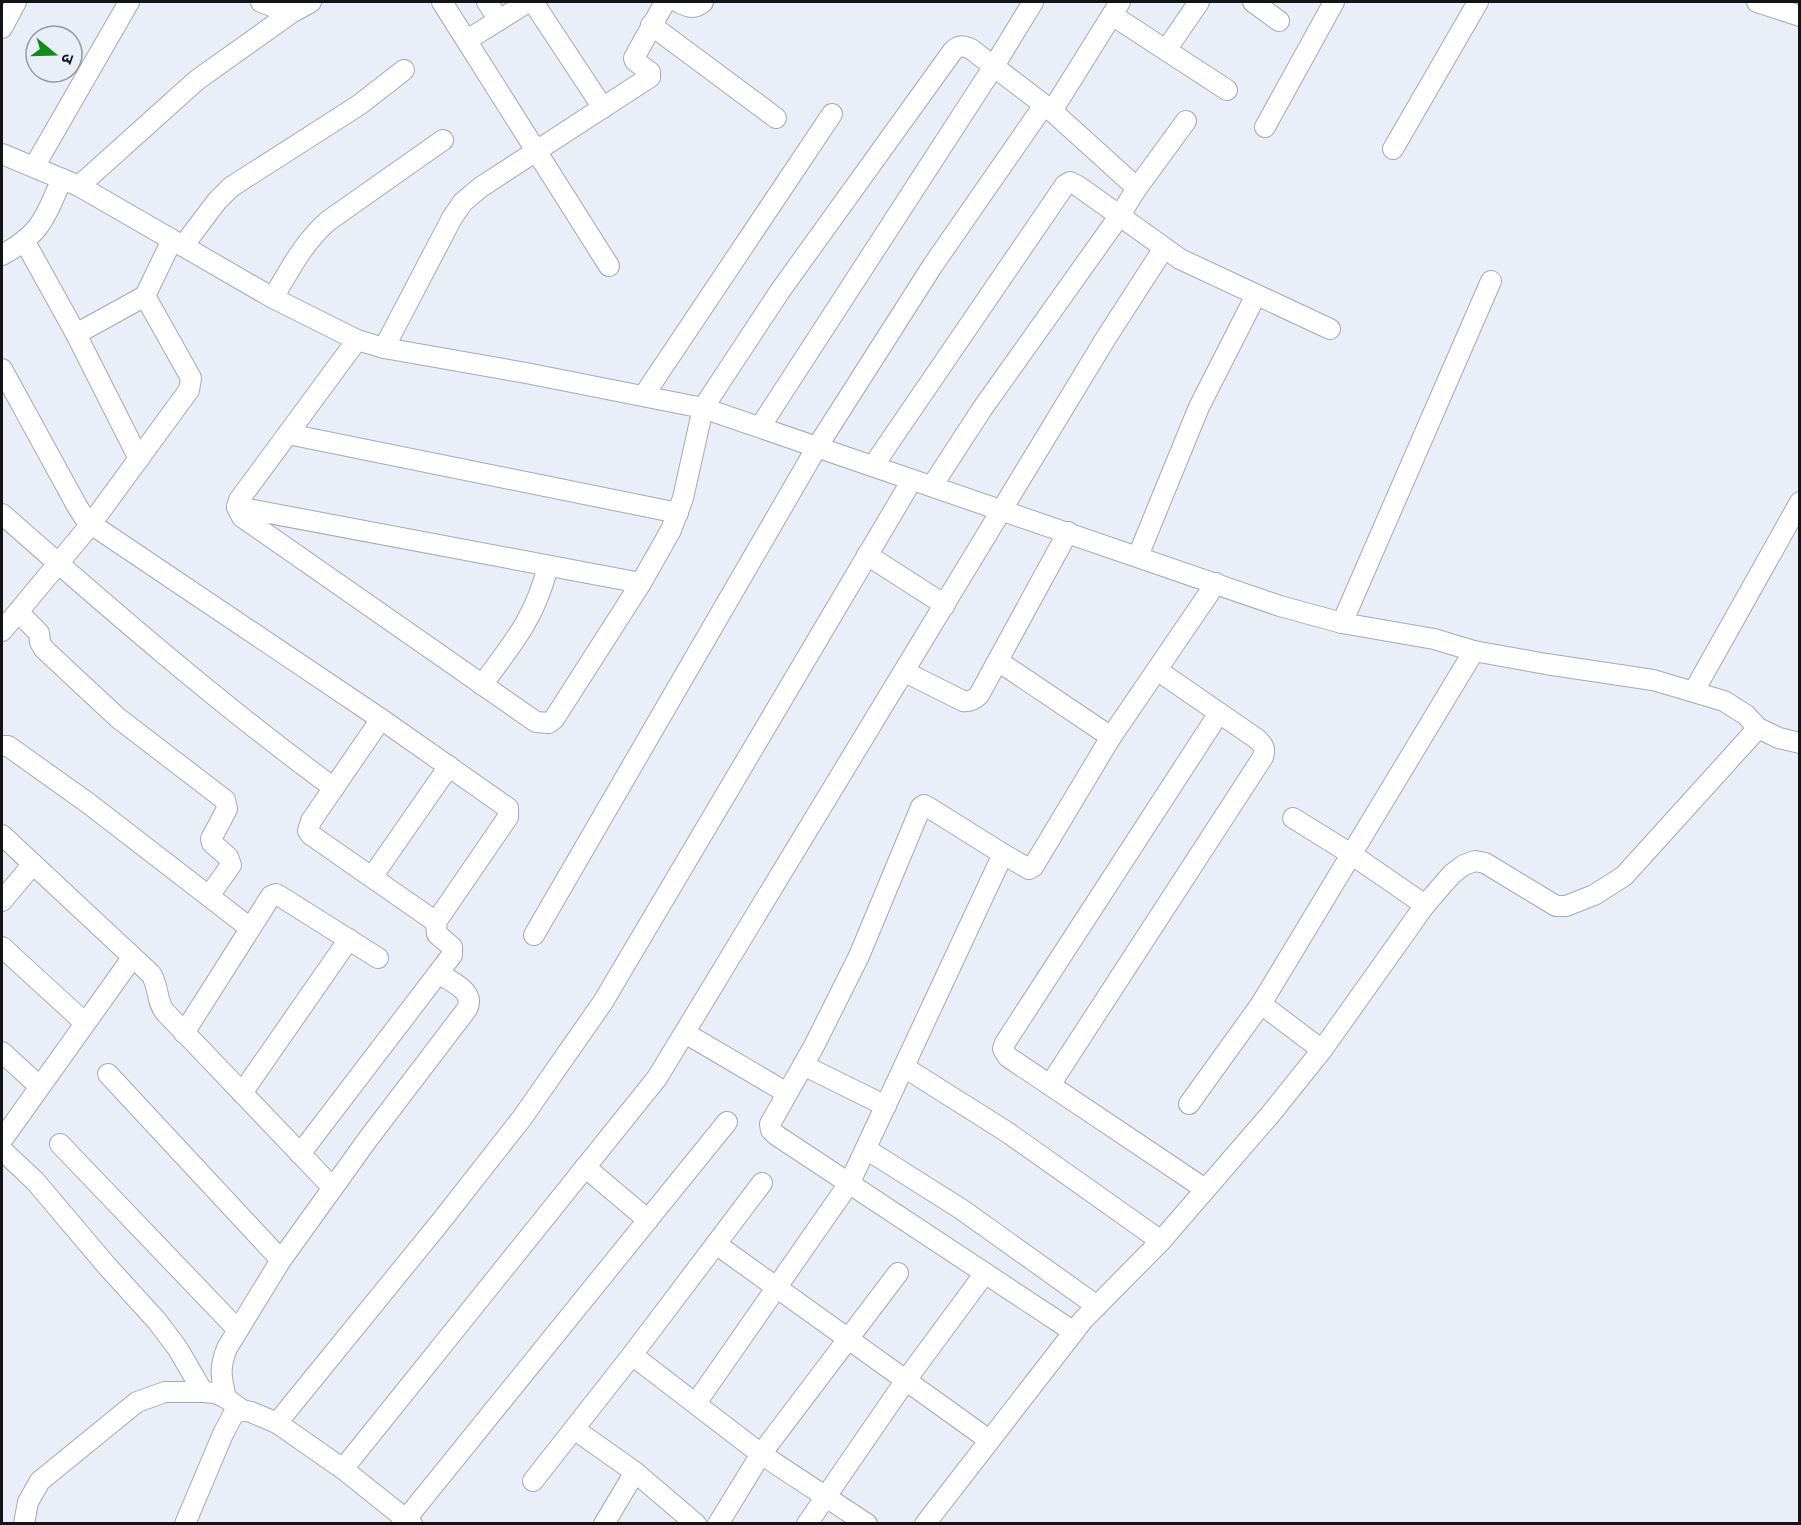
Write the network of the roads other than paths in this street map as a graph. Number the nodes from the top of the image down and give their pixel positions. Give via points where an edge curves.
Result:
1 (16, 2) edge
2 (129, 2) edge
3 (261, 2) edge
4 (311, 2) edge
5 (442, 2) edge
6 (488, 2) edge
7 (528, 2) edge
8 (533, 2) edge
9 (664, 2) edge
10 (678, 2) edge
11 (703, 2) edge
12 (1033, 2) edge
13 (1199, 2) edge
14 (1253, 2) edge
15 (1334, 2) edge
16 (1478, 2) edge
17 (1757, 2) edge
18 (1116, 8) edge
19 (291, 14) junction
20 (1799, 15) edge
21 (499, 20) junction
22 (1279, 21) dead end
23 (651, 25) junction
24 (2, 28) edge
25 (467, 40) junction
26 (1166, 50) junction
27 (994, 66) junction
28 (404, 70) dead end
29 (1227, 90) dead end
30 (603, 108) junction
31 (1048, 108) junction
32 (832, 114) dead end
33 (776, 118) dead end
34 (1186, 121) dead end
35 (1265, 127) dead end
36 (443, 140) dead end
37 (1393, 149) dead end
38 (537, 150) junction
39 (2, 154) edge
40 (34, 167) junction
41 (71, 182) junction
42 (1137, 188) junction
43 (1120, 215) junction
44 (25, 242) junction
45 (178, 243) junction
46 (1164, 248) junction
47 (2, 255) edge
48 (609, 266) dead end
49 (1491, 281) dead end
50 (1256, 295) junction
51 (145, 296) junction
52 (273, 298) junction
53 (1330, 329) dead end
54 (76, 334) junction
55 (357, 340) junction
56 (384, 348) junction
57 (2, 369) edge
58 (644, 395) junction
59 (703, 408) junction
60 (760, 427) junction
61 (288, 434) junction
62 (817, 447) junction
63 (139, 459) junction
64 (873, 466) junction
65 (912, 480) junction
66 (932, 486) junction
67 (1800, 502) edge
68 (237, 507) junction
69 (1003, 510) junction
70 (678, 513) junction
71 (2, 514) edge
72 (91, 524) junction
73 (1068, 532) junction
74 (867, 555) junction
75 (1137, 556) junction
76 (59, 565) junction
77 (548, 566) junction
78 (640, 583) junction
79 (1216, 583) junction
80 (945, 605) junction
81 (18, 612) junction
82 (1342, 623) junction
83 (2, 631) edge
84 (1474, 651) junction
85 (998, 661) junction
86 (1156, 670) junction
87 (904, 672) junction
88 (482, 685) junction
89 (1694, 692) junction
90 (1219, 713) junction
91 (381, 719) junction
92 (1758, 728) junction
93 (1111, 737) junction
94 (1800, 742) edge
95 (2, 746) edge
96 (449, 766) junction
97 (334, 788) junction
98 (1293, 818) dead end
99 (2, 835) edge
100 (1003, 854) junction
101 (1351, 854) junction
102 (33, 864) junction
103 (372, 878) junction
104 (208, 896) junction
105 (2, 901) edge
106 (1425, 905) junction
107 (436, 922) junction
108 (250, 928) junction
109 (534, 935) dead end
110 (349, 939) junction
111 (2, 947) edge
112 (132, 958) junction
113 (378, 958) dead end
114 (438, 973) junction
115 (1261, 1004) junction
116 (84, 1022) junction
117 (184, 1033) junction
118 (685, 1033) junction
119 (1322, 1050) junction
120 (2, 1052) edge
121 (803, 1065) junction
122 (904, 1066) junction
123 (108, 1074) dead end
124 (1050, 1085) junction
125 (39, 1086) junction
126 (242, 1093) junction
127 (788, 1093) junction
128 (1189, 1104) dead end
129 (886, 1106) junction
130 (727, 1122) dead end
131 (2, 1140) edge
132 (60, 1144) dead end
133 (866, 1149) junction
134 (2, 1150) edge
135 (300, 1154) junction
136 (585, 1167) junction
137 (850, 1182) junction
138 (762, 1184) dead end
139 (333, 1188) junction
140 (1204, 1190) junction
141 (648, 1220) junction
142 (1161, 1241) junction
143 (716, 1244) junction
144 (281, 1260) junction
145 (898, 1273) dead end
146 (985, 1273) junction
147 (777, 1287) junction
148 (1097, 1306) junction
149 (238, 1330) junction
150 (1074, 1332) junction
151 (848, 1339) junction
152 (632, 1355) junction
153 (906, 1380) junction
154 (203, 1392) junction
155 (696, 1402) junction
156 (234, 1404) junction
157 (277, 1423) junction
158 (574, 1429) junction
159 (989, 1440) junction
160 (761, 1454) junction
161 (343, 1469) junction
162 (635, 1472) junction
163 (533, 1481) dead end
164 (825, 1497) junction
165 (407, 1522) edge
166 (24, 1524) edge
167 (185, 1524) edge
168 (604, 1524) edge
169 (696, 1524) edge
170 (718, 1524) edge
171 (807, 1524) edge
172 (867, 1524) edge
173 (924, 1524) edge

1 - 24 street
2 - 40 street
3 - 19 street
4 - 19 street
5 - 25 street
6 - 21 street
7 - 21 street
8 - 30 street
9 - 23 street
10 - 11 street via 691,8
12 - 27 street
13 - 26 street
14 - 22 street
15 - 35 street
16 - 37 street
17 - 20 street
18 - 26 street
18 - 31 street
19 - 41 street via 198,80
21 - 25 street
23 - 30 street via 634,58 650,72 650,77
23 - 33 street
25 - 38 street
26 - 29 street
27 - 31 street
27 - 59 street via 963,46 956,47 780,291
27 - 60 street
28 - 45 street via 359,105 231,187
30 - 38 street
31 - 42 street
31 - 62 street via 933,265
32 - 58 street
34 - 42 street
36 - 52 street via 313,234
38 - 48 street
38 - 56 street via 463,202
39 - 40 street
40 - 41 street
41 - 44 street
41 - 45 street
42 - 43 street
43 - 46 street
43 - 64 street via 1074,183 1065,185
43 - 66 street
44 - 47 street
44 - 54 street
45 - 51 street
45 - 52 street
46 - 50 street via 1196,268
46 - 69 street
49 - 82 street
50 - 53 street
50 - 75 street via 1199,407
51 - 54 street
51 - 63 street via 191,383 186,397
52 - 55 street
54 - 63 street
55 - 56 street
55 - 61 street
56 - 58 street
57 - 72 street via 77,506
58 - 59 street
59 - 60 street
59 - 70 street
60 - 62 street
61 - 68 street
61 - 70 street
62 - 64 street
62 - 109 street
63 - 72 street
64 - 65 street
65 - 66 street
65 - 74 street
66 - 69 street
67 - 89 street
68 - 77 street
68 - 88 street via 243,517
69 - 73 street
69 - 80 street
70 - 78 street
71 - 76 street
72 - 76 street
72 - 91 street
73 - 75 street
73 - 85 street
74 - 80 street
74 - 157 street via 603,1002 515,1127
75 - 79 street
76 - 81 street
76 - 97 street via 185,672
77 - 78 street
77 - 88 street via 527,623
78 - 88 street via 549,723 536,722
79 - 82 street
79 - 86 street
80 - 87 street
81 - 83 street
81 - 104 street via 39,633 44,649 118,718 225,800 227,809 211,838 231,864
82 - 84 street via 1434,639
84 - 89 street via 1653,680
84 - 101 street
85 - 87 street via 979,695 969,702
85 - 93 street
86 - 90 street
86 - 93 street
87 - 118 street
89 - 92 street via 1724,701
90 - 124 street via 1263,745 1263,757
90 - 124 street via 1005,1043 1003,1049 1008,1057
91 - 96 street
91 - 97 street
92 - 94 street
92 - 106 street via 1624,876 1594,895 1556,906 1494,867 1475,861 1452,874
93 - 100 street via 1033,867 1024,867
95 - 104 street via 8,746 44,771
96 - 103 street
96 - 107 street via 504,804 509,812
97 - 103 street via 308,831
98 - 101 street
99 - 102 street
100 - 121 street via 928,807 921,807 859,956
100 - 122 street
101 - 106 street
101 - 115 street
102 - 105 street
102 - 112 street
103 - 107 street
104 - 108 street
106 - 119 street
107 - 114 street via 437,934 453,951
108 - 110 street via 276,894
108 - 117 street
110 - 113 street
110 - 126 street
111 - 116 street
112 - 116 street
112 - 117 street via 156,981 161,1006
114 - 135 street
114 - 139 street via 465,991 470,1003
115 - 119 street
115 - 128 street
116 - 125 street
117 - 126 street
118 - 127 street
118 - 136 street via 657,1078
119 - 140 street
120 - 125 street
121 - 127 street
121 - 129 street
122 - 129 street
122 - 142 street via 1007,1132
123 - 144 street
124 - 140 street
125 - 131 street
126 - 135 street
127 - 137 street via 770,1124 771,1130
129 - 133 street
130 - 141 street
132 - 149 street
133 - 137 street
133 - 148 street via 961,1209
134 - 154 street via 35,1180 157,1321
135 - 139 street
136 - 141 street
136 - 161 street
137 - 146 street
137 - 147 street
138 - 143 street
139 - 144 street
140 - 142 street
141 - 165 street
142 - 148 street
143 - 147 street
143 - 152 street
144 - 149 street
145 - 151 street
146 - 150 street
146 - 153 street
147 - 151 street
147 - 155 street
148 - 150 street
149 - 156 street via 221,1363 221,1376
150 - 159 street
151 - 153 street
151 - 160 street
152 - 155 street
152 - 158 street
153 - 159 street
153 - 164 street
154 - 156 street via 215,1393
154 - 166 street via 165,1392 137,1402 40,1481 28,1502
155 - 160 street
156 - 157 street
156 - 167 street via 233,1415
157 - 161 street
158 - 162 street
158 - 163 street
159 - 173 street
160 - 164 street
160 - 170 street
161 - 165 street
162 - 168 street
162 - 169 street
164 - 171 street
164 - 172 street

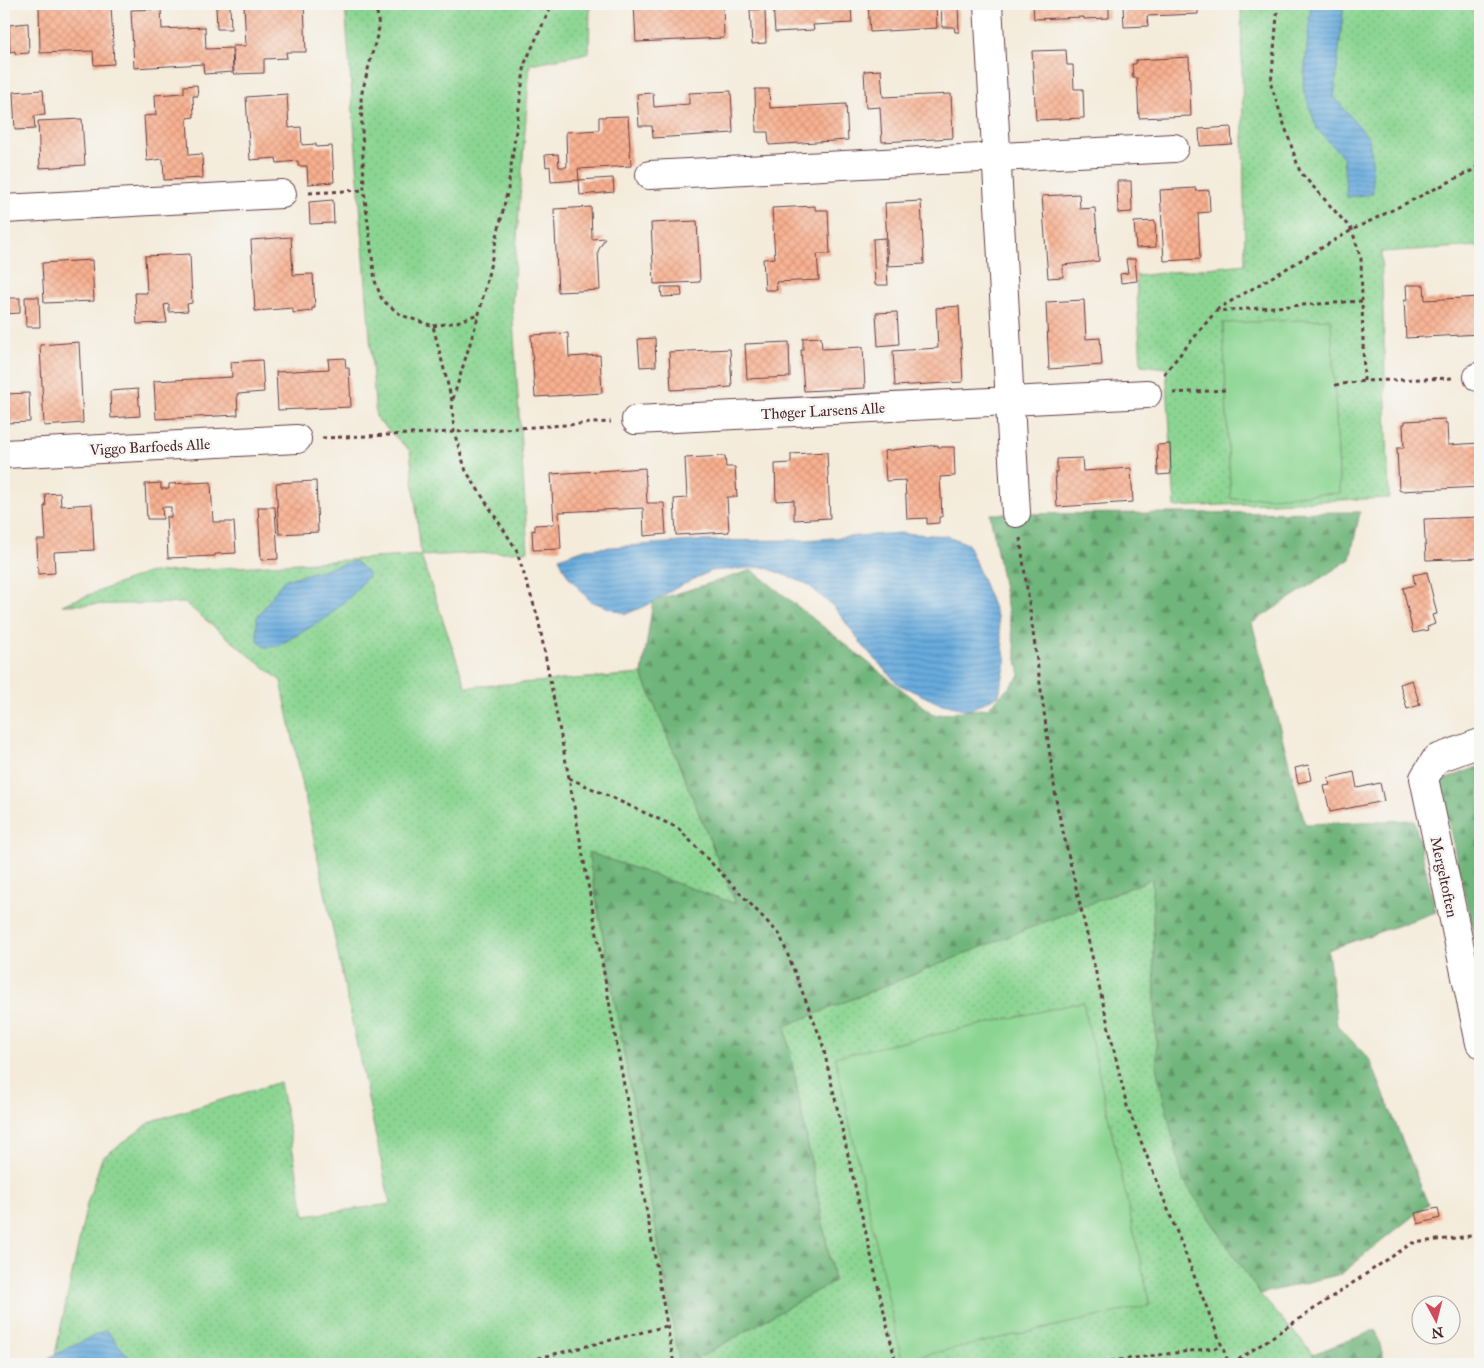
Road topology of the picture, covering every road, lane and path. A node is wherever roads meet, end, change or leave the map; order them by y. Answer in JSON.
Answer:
{"nodes":[{"id":1,"x":376,"y":4,"type":"edge"},
{"id":2,"x":552,"y":4,"type":"edge"},
{"id":3,"x":988,"y":4,"type":"edge"},
{"id":4,"x":1278,"y":4,"type":"edge"},
{"id":5,"x":1174,"y":148,"type":"dead end"},
{"id":6,"x":996,"y":157,"type":"junction"},
{"id":7,"x":1480,"y":164,"type":"edge"},
{"id":8,"x":650,"y":175,"type":"dead end"},
{"id":9,"x":364,"y":190,"type":"junction"},
{"id":10,"x":282,"y":194,"type":"joint"},
{"id":11,"x":4,"y":209,"type":"edge"},
{"id":12,"x":1352,"y":230,"type":"junction"},
{"id":13,"x":1362,"y":301,"type":"junction"},
{"id":14,"x":1216,"y":311,"type":"junction"},
{"id":15,"x":479,"y":314,"type":"junction"},
{"id":16,"x":433,"y":326,"type":"junction"},
{"id":17,"x":1479,"y":377,"type":"edge"},
{"id":18,"x":1364,"y":381,"type":"junction"},
{"id":19,"x":1335,"y":385,"type":"dead end"},
{"id":20,"x":1227,"y":390,"type":"dead end"},
{"id":21,"x":1147,"y":394,"type":"junction"},
{"id":22,"x":452,"y":401,"type":"junction"},
{"id":23,"x":1010,"y":401,"type":"junction"},
{"id":24,"x":636,"y":420,"type":"joint"},
{"id":25,"x":454,"y":432,"type":"junction"},
{"id":26,"x":297,"y":439,"type":"joint"},
{"id":27,"x":4,"y":454,"type":"edge"},
{"id":28,"x":1016,"y":513,"type":"joint"},
{"id":29,"x":1480,"y":743,"type":"edge"},
{"id":30,"x":569,"y":778,"type":"junction"},
{"id":31,"x":1480,"y":1043,"type":"edge"},
{"id":32,"x":1480,"y":1235,"type":"edge"},
{"id":33,"x":667,"y":1326,"type":"junction"},
{"id":34,"x":1222,"y":1347,"type":"junction"},
{"id":35,"x":515,"y":1364,"type":"edge"},
{"id":36,"x":674,"y":1364,"type":"edge"},
{"id":37,"x":896,"y":1364,"type":"edge"},
{"id":38,"x":1087,"y":1364,"type":"edge"},
{"id":39,"x":1230,"y":1364,"type":"edge"}],
"edges":[{"from":1,"to":9,"type":"path"},
{"from":2,"to":15,"type":"path"},
{"from":3,"to":6,"type":"street"},
{"from":4,"to":12,"type":"path"},
{"from":5,"to":6,"type":"street"},
{"from":6,"to":8,"type":"street"},
{"from":6,"to":23,"type":"street"},
{"from":7,"to":12,"type":"path"},
{"from":9,"to":10,"type":"path"},
{"from":9,"to":16,"type":"path"},
{"from":10,"to":11,"type":"street"},
{"from":12,"to":13,"type":"path"},
{"from":12,"to":14,"type":"path"},
{"from":13,"to":14,"type":"path"},
{"from":13,"to":18,"type":"path"},
{"from":14,"to":21,"type":"path"},
{"from":15,"to":16,"type":"path"},
{"from":15,"to":22,"type":"path"},
{"from":16,"to":22,"type":"path"},
{"from":17,"to":18,"type":"path"},
{"from":18,"to":19,"type":"path"},
{"from":20,"to":21,"type":"path"},
{"from":21,"to":23,"type":"street","name":"Thøger Larsens Alle"},
{"from":22,"to":25,"type":"path"},
{"from":23,"to":24,"type":"street","name":"Thøger Larsens Alle"},
{"from":23,"to":28,"type":"street"},
{"from":24,"to":25,"type":"path"},
{"from":25,"to":26,"type":"path"},
{"from":25,"to":30,"type":"path"},
{"from":26,"to":27,"type":"street","name":"Viggo Barfoeds Alle"},
{"from":28,"to":34,"type":"path"},
{"from":29,"to":31,"type":"street","name":"Mergeltoften"},
{"from":30,"to":33,"type":"path"},
{"from":30,"to":37,"type":"path"},
{"from":32,"to":39,"type":"path"},
{"from":33,"to":35,"type":"path"},
{"from":33,"to":36,"type":"path"},
{"from":34,"to":38,"type":"path"},
{"from":34,"to":39,"type":"path"}]}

**TASK PROMPT**
If a line in the material contains "name", show it.

**COMPLETED EXERCISE**
{"from":21,"to":23,"type":"street","name":"Thøger Larsens Alle"},
{"from":23,"to":24,"type":"street","name":"Thøger Larsens Alle"},
{"from":26,"to":27,"type":"street","name":"Viggo Barfoeds Alle"},
{"from":29,"to":31,"type":"street","name":"Mergeltoften"},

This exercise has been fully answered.